Dr. Timo Böhme (AfD): Alternative Wohnformen brauchen Geld statt Worte

Laut Presseberichten will Ministerpräsidentin Dreyer mehr alternative Wohnformen für Senioren und spricht von ca. 100 Pflege-Wohn-Gemeinschaften in Rheinland-Pfalz.

Dazu äußert sich Dr. Timo Böhme, stellvertretender Fraktionsvorsitzender und sozialpolitischer Sprecher der AfD-Fraktion im Landtag Rheinland-Pfalz: „Das Anliegen von Frau Dreyer unterstützen wir sehr. Jedoch hat eine große Anfrage der AfD-Fraktion ergeben, dass bisher gerade einmal drei Kommunen in Rheinland-Pfalz eine Pflege-Wohn-Gemeinschaft eröffnet haben. Angesichts der auf uns zukommenden demographischen Herausforderungen ist das zu wenig.

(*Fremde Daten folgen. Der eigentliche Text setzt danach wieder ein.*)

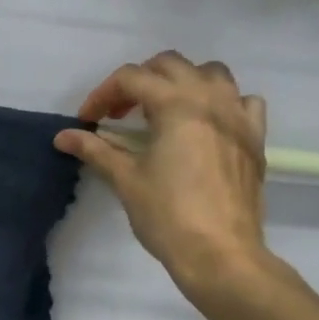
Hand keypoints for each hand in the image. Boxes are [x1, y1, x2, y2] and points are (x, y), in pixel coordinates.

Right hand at [55, 52, 273, 294]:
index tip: (87, 121)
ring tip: (164, 110)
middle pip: (169, 65)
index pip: (131, 78)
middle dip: (139, 81)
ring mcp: (238, 116)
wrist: (221, 254)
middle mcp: (210, 99)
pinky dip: (223, 102)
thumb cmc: (168, 215)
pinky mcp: (255, 138)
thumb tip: (63, 137)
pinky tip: (208, 124)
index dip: (102, 95)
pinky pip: (244, 101)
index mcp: (176, 104)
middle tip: (119, 113)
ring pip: (211, 74)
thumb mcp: (125, 179)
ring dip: (182, 82)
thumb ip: (95, 150)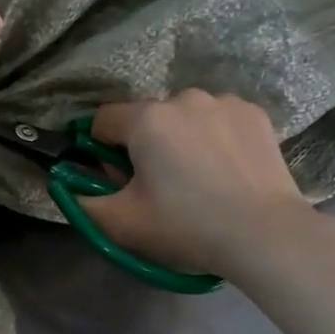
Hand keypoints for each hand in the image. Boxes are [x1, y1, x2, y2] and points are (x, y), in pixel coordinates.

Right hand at [80, 91, 323, 281]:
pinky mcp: (255, 114)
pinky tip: (227, 169)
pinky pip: (218, 119)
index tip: (117, 179)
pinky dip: (214, 137)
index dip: (101, 149)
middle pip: (145, 118)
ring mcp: (223, 102)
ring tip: (199, 178)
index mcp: (146, 119)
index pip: (103, 120)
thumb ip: (82, 201)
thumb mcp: (121, 223)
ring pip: (184, 117)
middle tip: (159, 186)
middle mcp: (183, 98)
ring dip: (180, 138)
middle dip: (143, 145)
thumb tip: (68, 185)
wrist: (266, 235)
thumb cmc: (187, 226)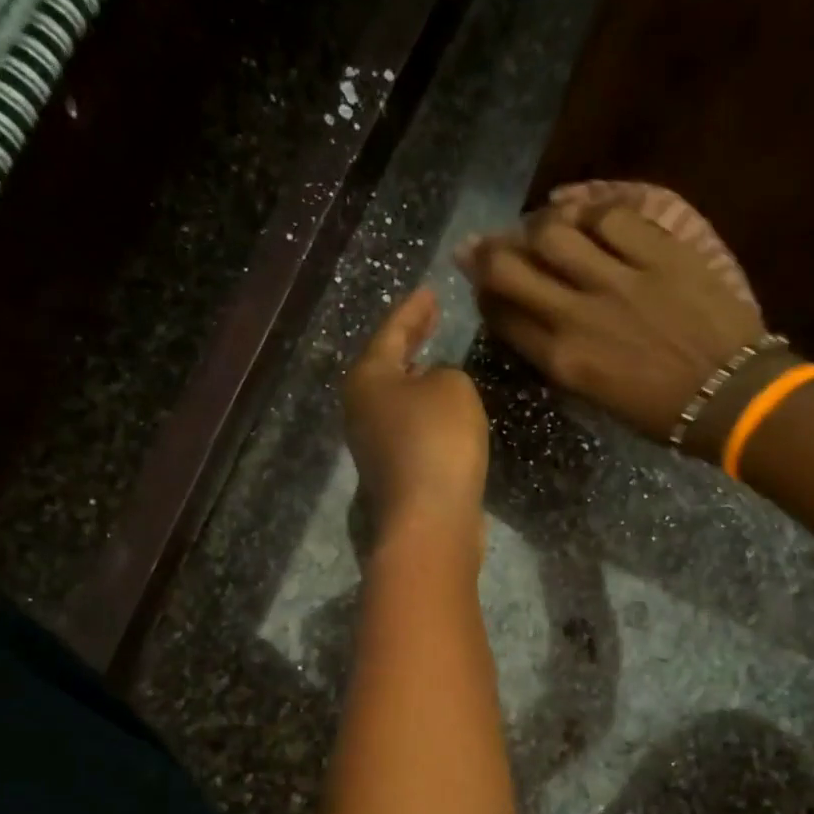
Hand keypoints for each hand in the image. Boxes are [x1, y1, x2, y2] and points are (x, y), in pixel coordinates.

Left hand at [343, 289, 489, 563]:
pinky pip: (410, 429)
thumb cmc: (437, 441)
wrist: (430, 521)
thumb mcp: (452, 387)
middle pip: (386, 366)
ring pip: (396, 400)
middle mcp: (361, 411)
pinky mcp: (394, 474)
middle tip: (430, 320)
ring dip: (416, 380)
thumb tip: (433, 388)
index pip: (391, 332)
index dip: (413, 310)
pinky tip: (443, 411)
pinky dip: (425, 412)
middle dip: (409, 343)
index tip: (429, 292)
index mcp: (367, 380)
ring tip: (437, 362)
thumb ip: (445, 373)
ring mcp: (373, 447)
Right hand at [455, 198, 765, 443]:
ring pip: (554, 233)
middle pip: (511, 269)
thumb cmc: (659, 411)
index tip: (483, 288)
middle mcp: (578, 315)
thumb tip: (533, 323)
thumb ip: (558, 357)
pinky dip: (589, 212)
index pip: (503, 316)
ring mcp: (619, 279)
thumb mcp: (594, 396)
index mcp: (563, 361)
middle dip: (487, 255)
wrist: (731, 394)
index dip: (484, 297)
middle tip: (481, 247)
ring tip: (537, 228)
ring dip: (536, 227)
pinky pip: (611, 217)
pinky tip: (584, 216)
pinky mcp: (659, 252)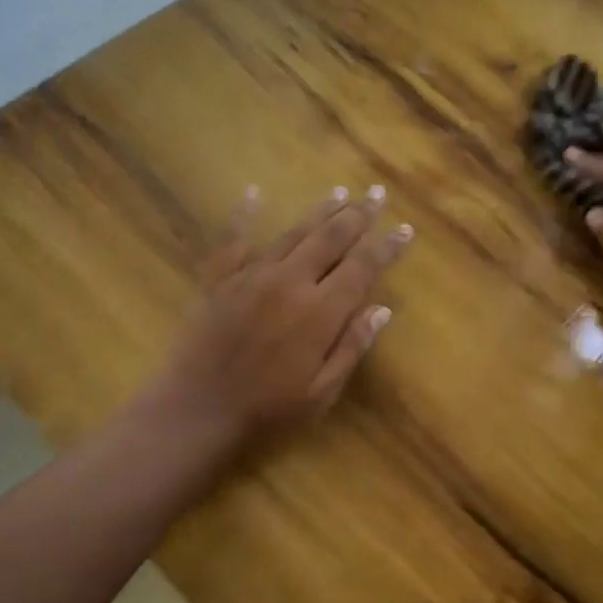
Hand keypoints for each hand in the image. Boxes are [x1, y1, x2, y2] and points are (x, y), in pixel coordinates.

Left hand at [150, 185, 410, 454]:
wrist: (197, 409)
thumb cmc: (267, 409)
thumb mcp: (322, 391)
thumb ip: (352, 347)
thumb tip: (382, 310)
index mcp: (320, 312)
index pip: (362, 268)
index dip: (386, 247)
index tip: (405, 229)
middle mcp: (289, 282)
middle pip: (330, 238)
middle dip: (357, 215)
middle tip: (375, 194)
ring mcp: (251, 276)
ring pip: (292, 233)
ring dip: (318, 211)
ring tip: (338, 193)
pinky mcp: (219, 280)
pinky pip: (233, 239)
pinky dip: (244, 215)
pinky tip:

Wir sehen zwar, dass die Landesregierung sich auf den Weg gemacht hat, jedoch hat der Evaluationsbericht zum Projekt Wohnpunkt RLP vom April dieses Jahres klar gemacht, an welchen Stellschrauben gedreht werden muss, um das Projekt in relevante Größenordnungen zu heben.

Dr. Böhme weiter: „Es ist richtig, dass Erreichte zu loben. Doch mit nur fünf zusätzlichen Kommunen in der nächsten Förderperiode bleiben die Pflege-Wohn-Gemeinschaften reine Schaufensterpolitik. Wir erwarten daher, dass zumindest mehr Geld für Beratung und Projektmanagement der Landeszentrale für Gesundheit zur Verfügung gestellt wird und man auch über die Verbesserung der Förderung durch die Investitions- und Strukturbank Rheinland-Pfalz (ISB) nachdenkt.

Dr. Timo Böhme  ist stellvertretender  Fraktionsvorsitzender und sozialpolitischer Sprecher der AfD-Landtagsfraktion im Landtag Rheinland-Pfalz.